Re: catapults anyone?

Postby joelthompson1 » Tue Feb 10, 2004 4:27 am

Trebuchets normally shared the battlefield with a variety of other siege engines. Whatever was thought necessary for a particular battle. Mangonels, ballistas, catapults, battering rams, towers, whatever. Trebs were invented and used by the East Asians (traction or man-powered trebs), and the Middle East folks engineered the counterweighted ones we're more familiar with. The technology was borrowed by the Europeans who basically just made them a lot bigger for attacks on castle walls. Unfortunately, no artifacts remain. So we're left to our own devices to make replicas based on artists renderings and the few plans that remain from the period.
And to answer the other post, yes we do in fact use bowling balls in our existing trebuchet. They are the standard by which we measure our accuracy. We can throw a ball 10 times and have it land in the same 3 foot diameter circle. This type of accuracy was very handy for repeatedly striking the same section of castle wall which could be from 5 to 10 feet thick with a center section made of loose rubble which tended to fill in any holes.
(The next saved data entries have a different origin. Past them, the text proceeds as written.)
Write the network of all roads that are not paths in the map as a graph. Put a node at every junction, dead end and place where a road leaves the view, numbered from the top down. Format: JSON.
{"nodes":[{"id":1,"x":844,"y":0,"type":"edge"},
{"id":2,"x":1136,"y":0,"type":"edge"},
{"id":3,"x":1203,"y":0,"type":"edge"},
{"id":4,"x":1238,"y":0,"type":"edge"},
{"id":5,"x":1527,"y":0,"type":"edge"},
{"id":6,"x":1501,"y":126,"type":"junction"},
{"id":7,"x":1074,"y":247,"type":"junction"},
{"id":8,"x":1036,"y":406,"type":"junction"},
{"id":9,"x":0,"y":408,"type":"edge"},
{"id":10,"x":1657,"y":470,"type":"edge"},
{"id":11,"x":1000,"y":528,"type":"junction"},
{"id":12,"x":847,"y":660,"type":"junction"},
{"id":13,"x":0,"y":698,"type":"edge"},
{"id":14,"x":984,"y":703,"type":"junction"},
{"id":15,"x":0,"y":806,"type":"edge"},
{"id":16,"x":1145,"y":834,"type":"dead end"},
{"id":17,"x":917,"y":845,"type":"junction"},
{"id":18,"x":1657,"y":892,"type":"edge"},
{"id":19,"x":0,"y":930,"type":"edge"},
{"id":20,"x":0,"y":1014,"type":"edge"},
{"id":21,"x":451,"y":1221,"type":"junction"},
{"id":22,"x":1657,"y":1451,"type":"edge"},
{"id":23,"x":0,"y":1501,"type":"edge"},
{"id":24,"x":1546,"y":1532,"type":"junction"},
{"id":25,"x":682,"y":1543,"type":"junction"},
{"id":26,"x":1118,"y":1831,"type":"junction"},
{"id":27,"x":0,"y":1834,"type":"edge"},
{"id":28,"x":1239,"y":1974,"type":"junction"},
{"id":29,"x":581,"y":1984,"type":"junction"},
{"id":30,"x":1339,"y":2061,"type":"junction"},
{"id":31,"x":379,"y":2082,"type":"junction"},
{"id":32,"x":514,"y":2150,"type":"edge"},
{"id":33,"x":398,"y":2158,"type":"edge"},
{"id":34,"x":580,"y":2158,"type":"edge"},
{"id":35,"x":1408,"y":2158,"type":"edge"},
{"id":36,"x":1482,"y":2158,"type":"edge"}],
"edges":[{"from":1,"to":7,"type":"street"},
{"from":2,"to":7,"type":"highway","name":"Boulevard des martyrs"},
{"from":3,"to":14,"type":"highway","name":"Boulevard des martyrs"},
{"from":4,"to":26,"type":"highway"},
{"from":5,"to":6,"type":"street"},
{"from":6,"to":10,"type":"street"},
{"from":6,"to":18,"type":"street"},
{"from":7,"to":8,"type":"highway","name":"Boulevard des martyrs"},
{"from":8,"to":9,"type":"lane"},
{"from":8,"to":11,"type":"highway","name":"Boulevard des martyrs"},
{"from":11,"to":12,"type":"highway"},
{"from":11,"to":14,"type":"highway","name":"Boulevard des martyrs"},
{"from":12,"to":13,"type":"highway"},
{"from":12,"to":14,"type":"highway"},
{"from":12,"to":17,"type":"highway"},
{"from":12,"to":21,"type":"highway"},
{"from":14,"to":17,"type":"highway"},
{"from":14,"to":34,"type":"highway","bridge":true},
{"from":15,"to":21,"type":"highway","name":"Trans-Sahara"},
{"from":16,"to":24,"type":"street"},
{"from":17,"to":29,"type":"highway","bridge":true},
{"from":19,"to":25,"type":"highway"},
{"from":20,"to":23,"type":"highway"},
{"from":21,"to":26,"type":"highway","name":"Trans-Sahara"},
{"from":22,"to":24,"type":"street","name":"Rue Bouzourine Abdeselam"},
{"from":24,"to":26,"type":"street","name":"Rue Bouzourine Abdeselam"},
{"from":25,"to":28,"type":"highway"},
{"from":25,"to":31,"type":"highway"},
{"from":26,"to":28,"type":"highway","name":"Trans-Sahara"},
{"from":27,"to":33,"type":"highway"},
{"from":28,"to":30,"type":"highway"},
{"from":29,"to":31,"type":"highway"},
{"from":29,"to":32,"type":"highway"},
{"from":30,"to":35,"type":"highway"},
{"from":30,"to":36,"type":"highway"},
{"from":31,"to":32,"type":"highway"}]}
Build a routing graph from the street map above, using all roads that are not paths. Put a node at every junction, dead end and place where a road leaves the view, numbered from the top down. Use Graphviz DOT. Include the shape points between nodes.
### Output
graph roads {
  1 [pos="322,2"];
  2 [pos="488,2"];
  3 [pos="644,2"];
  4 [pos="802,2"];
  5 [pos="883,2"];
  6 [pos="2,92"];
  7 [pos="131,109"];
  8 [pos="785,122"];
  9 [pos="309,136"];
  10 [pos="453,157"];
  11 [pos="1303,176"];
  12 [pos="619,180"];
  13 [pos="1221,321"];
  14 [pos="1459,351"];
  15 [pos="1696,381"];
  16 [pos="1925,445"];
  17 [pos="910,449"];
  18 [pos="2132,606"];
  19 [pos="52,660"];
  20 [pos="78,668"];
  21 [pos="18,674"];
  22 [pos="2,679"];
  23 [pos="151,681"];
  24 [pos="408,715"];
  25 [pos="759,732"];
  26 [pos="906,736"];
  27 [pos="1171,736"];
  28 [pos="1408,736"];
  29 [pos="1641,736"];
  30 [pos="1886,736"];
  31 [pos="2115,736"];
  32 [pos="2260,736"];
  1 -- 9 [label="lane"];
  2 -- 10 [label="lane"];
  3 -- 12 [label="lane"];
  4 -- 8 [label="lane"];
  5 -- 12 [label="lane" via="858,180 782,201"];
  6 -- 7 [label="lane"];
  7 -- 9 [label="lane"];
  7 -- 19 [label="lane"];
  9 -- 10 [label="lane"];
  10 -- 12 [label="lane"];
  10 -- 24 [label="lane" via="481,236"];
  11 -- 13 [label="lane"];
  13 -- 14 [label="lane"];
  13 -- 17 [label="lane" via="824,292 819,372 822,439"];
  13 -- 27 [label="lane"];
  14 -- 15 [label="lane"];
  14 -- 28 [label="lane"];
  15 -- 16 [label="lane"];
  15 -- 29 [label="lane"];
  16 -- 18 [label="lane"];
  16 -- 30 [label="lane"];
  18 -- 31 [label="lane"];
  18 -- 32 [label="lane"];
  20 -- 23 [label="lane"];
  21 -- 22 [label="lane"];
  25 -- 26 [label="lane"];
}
Range and other targeting adjustments are surprisingly simple, consisting of changing the length of the sling, altering the trajectory of the sling ramp, and changing the angle of the release pin. I'm not sure what we're going to use for ammo in the larger one we're building now.
BTW, for you East coast people, we will be demonstrating our new trebuchet at Military Through the Ages in the Jamestown Settlement near Williamsburg, Virginia the 3rd weekend in March if you'd like to see one in action.

Joel

P.S. We will also be sneaking in some ARMA style swordfighting during the event.